* Task instructions: Your answer should hold the data exactly as given, minus any picture.

* Records for the task:
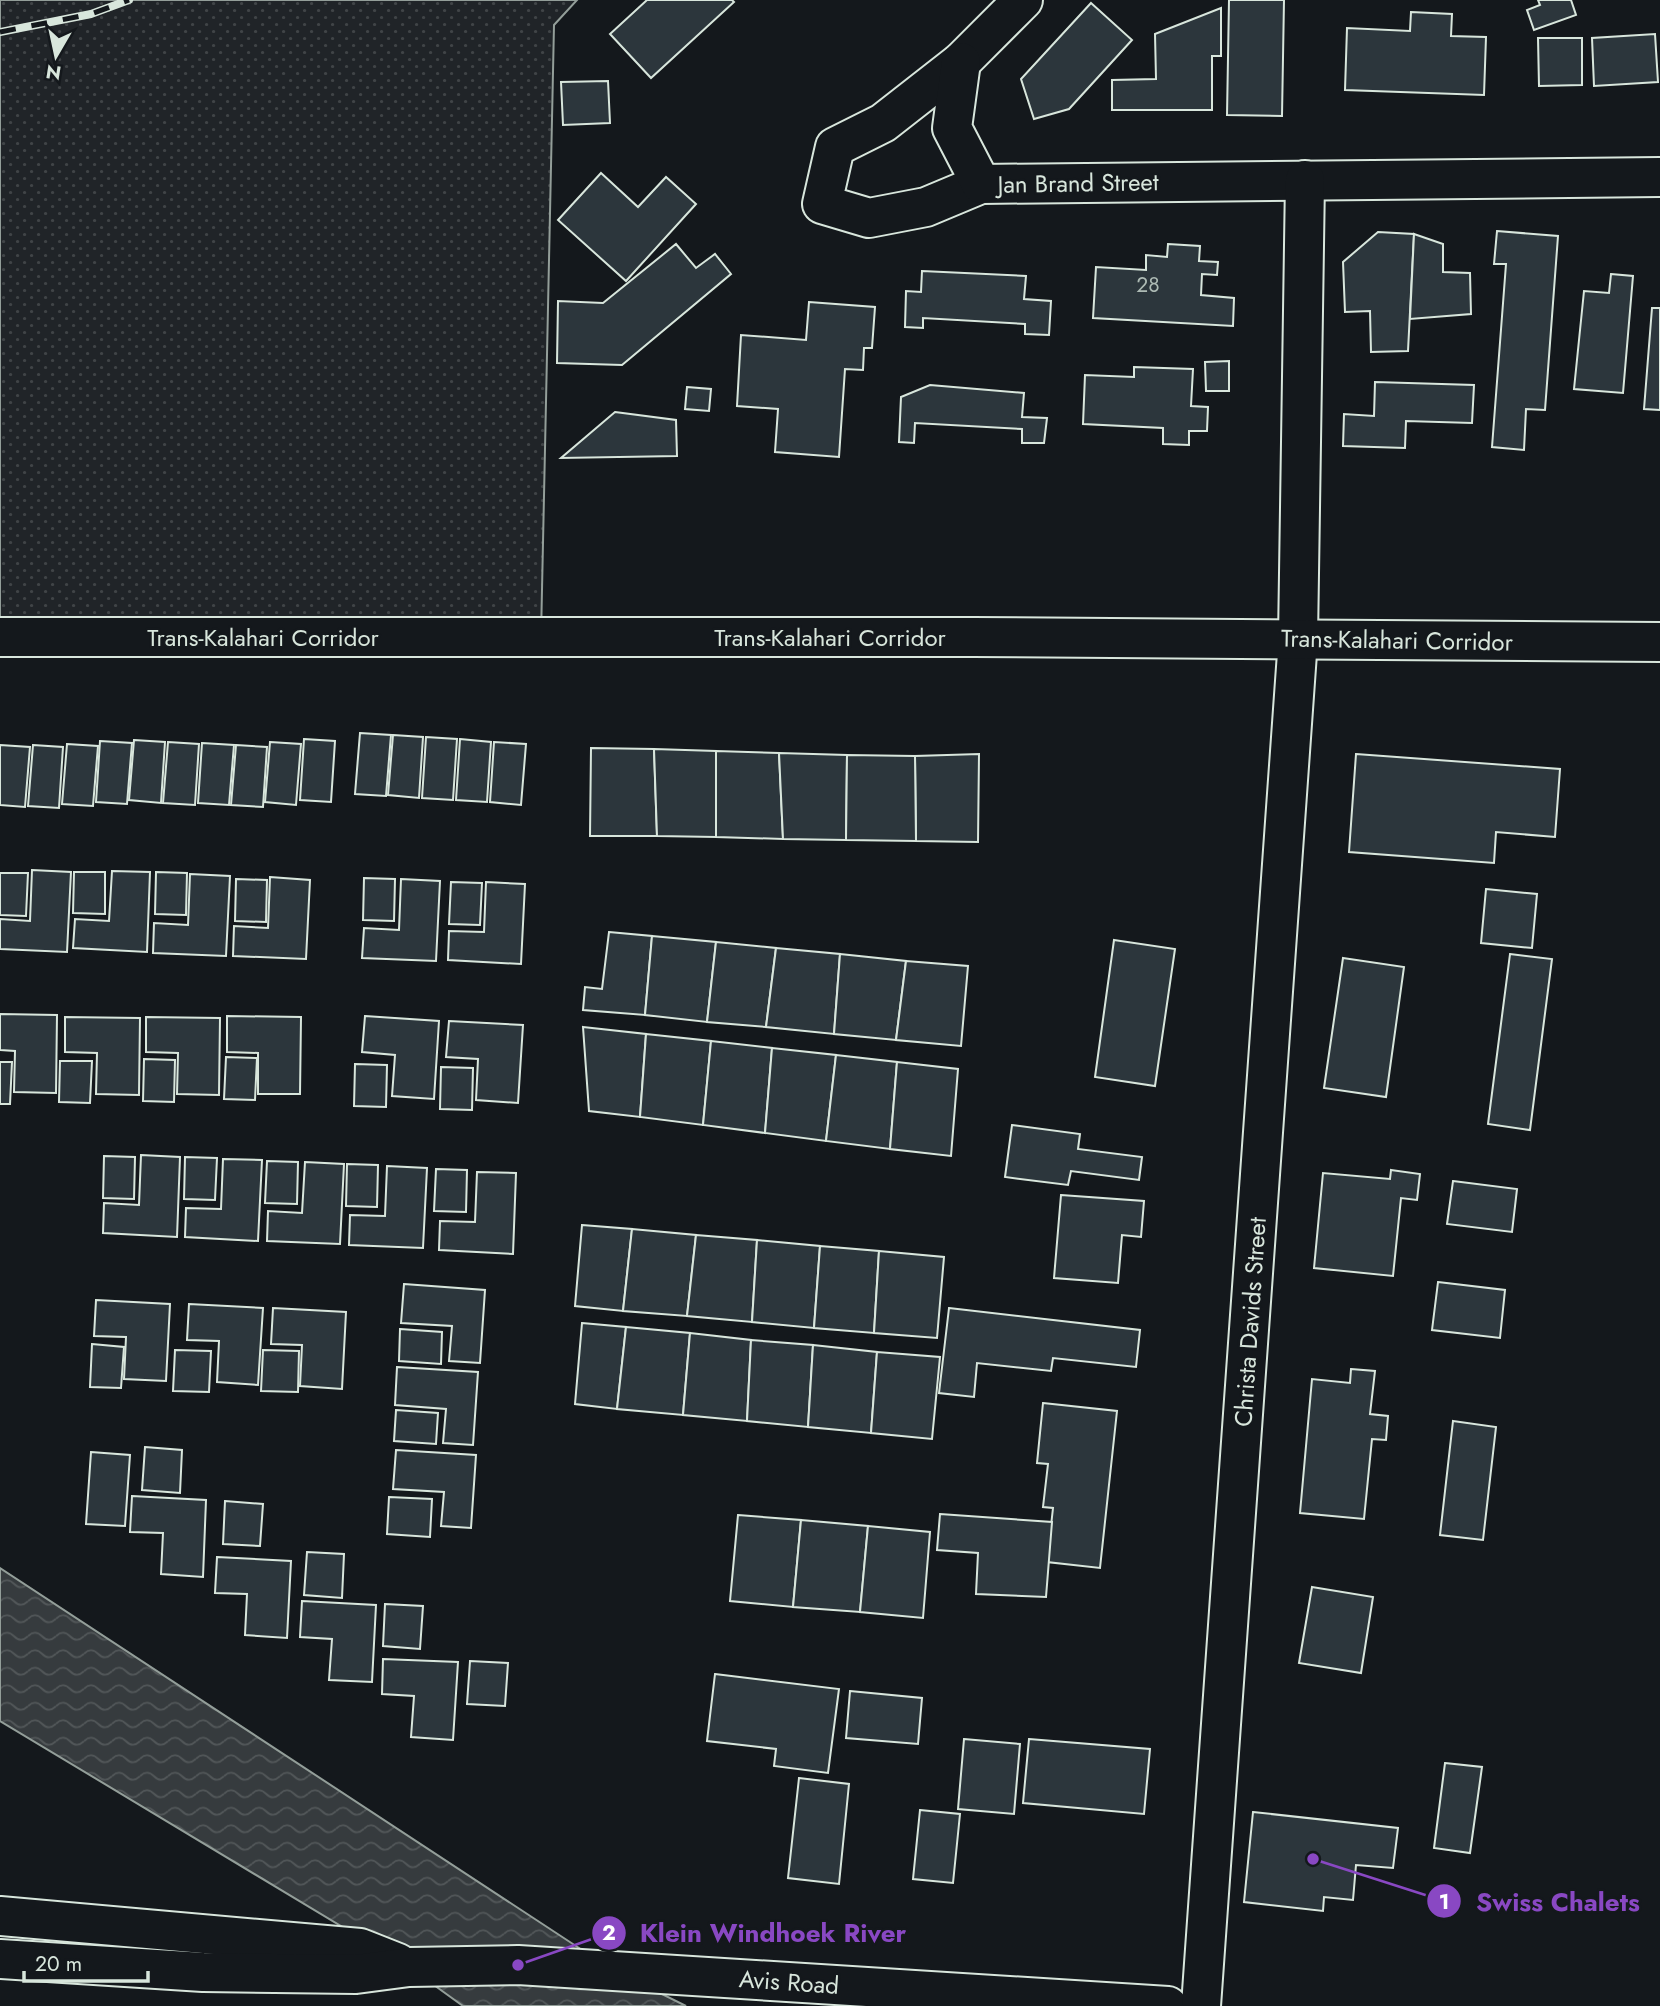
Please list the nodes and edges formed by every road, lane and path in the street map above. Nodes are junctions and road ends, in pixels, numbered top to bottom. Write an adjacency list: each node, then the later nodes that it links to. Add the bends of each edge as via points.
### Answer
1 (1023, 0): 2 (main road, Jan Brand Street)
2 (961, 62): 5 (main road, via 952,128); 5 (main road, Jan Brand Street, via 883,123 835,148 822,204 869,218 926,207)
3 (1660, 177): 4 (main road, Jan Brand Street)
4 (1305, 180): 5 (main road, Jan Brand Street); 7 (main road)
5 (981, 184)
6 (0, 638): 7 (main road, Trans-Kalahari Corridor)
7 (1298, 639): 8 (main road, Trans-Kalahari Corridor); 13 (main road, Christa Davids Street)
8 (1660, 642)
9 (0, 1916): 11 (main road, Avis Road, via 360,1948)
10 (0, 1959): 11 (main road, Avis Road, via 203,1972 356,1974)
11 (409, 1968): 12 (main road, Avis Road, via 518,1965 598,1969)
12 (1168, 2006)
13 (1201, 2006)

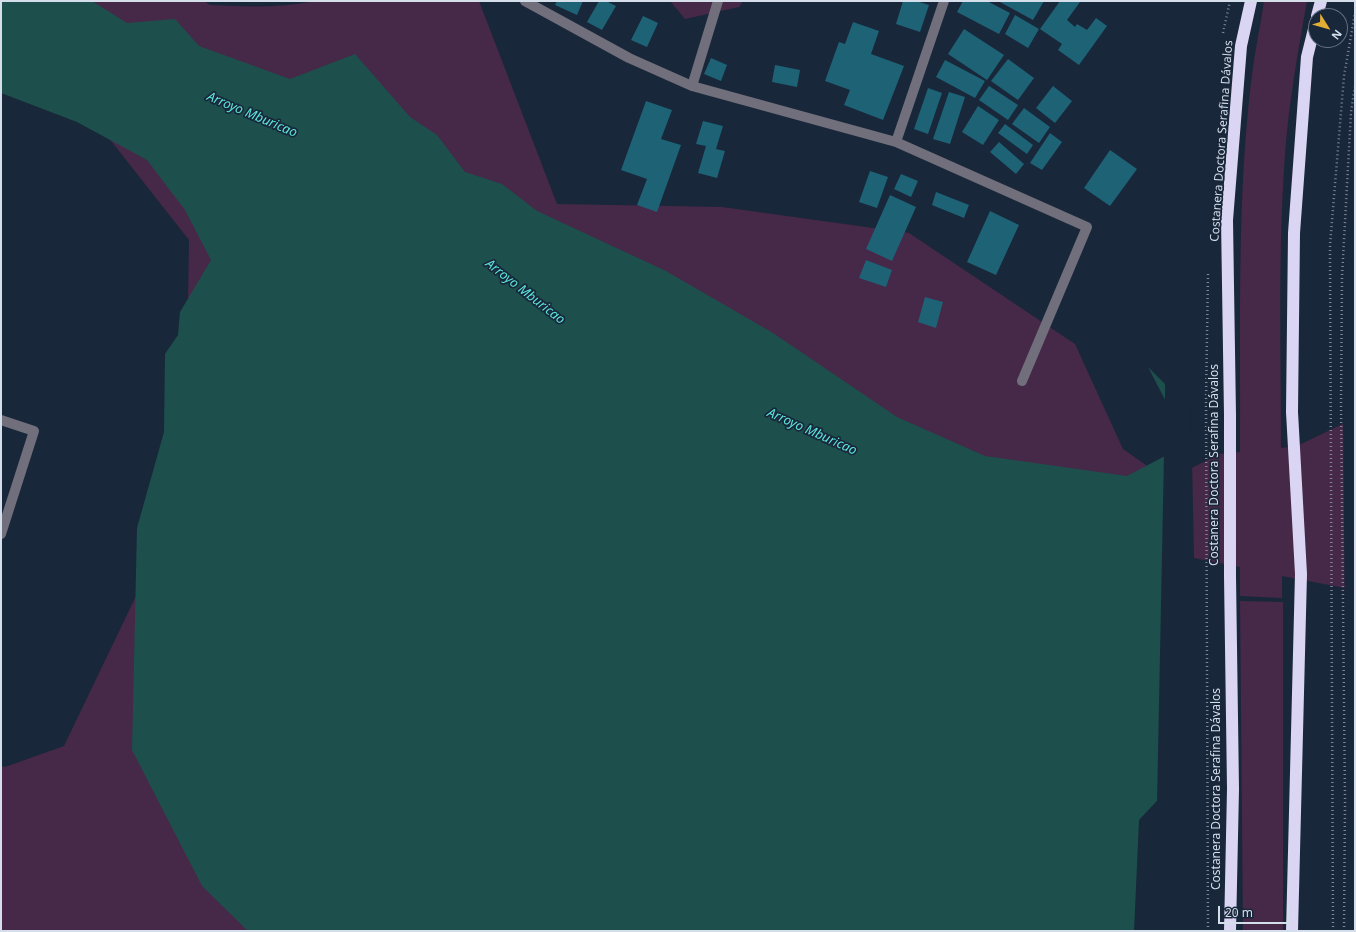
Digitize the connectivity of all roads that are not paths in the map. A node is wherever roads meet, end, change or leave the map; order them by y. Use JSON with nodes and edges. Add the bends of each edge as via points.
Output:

* Finished exercise:
Please list the nodes and edges formed by every road, lane and path in the street map above. Nodes are junctions and road ends, in pixels, numbered top to bottom. Write an adjacency list: each node, then the later nodes that it links to. Add the bends of each edge as via points.
### Answer
1 (1023, 0): 2 (main road, Jan Brand Street)
2 (961, 62): 5 (main road, via 952,128); 5 (main road, Jan Brand Street, via 883,123 835,148 822,204 869,218 926,207)
3 (1660, 177): 4 (main road, Jan Brand Street)
4 (1305, 180): 5 (main road, Jan Brand Street); 7 (main road)
5 (981, 184)
6 (0, 638): 7 (main road, Trans-Kalahari Corridor)
7 (1298, 639): 8 (main road, Trans-Kalahari Corridor); 13 (main road, Christa Davids Street)
8 (1660, 642)
9 (0, 1916): 11 (main road, Avis Road, via 360,1948)
10 (0, 1959): 11 (main road, Avis Road, via 203,1972 356,1974)
11 (409, 1968): 12 (main road, Avis Road, via 518,1965 598,1969)
12 (1168, 2006)
13 (1201, 2006)

Digitize the connectivity of all roads that are not paths in the map. A node is wherever roads meet, end, change or leave the map; order them by y. Use JSON with nodes and edges. Add the bends of each edge as via points.
Output:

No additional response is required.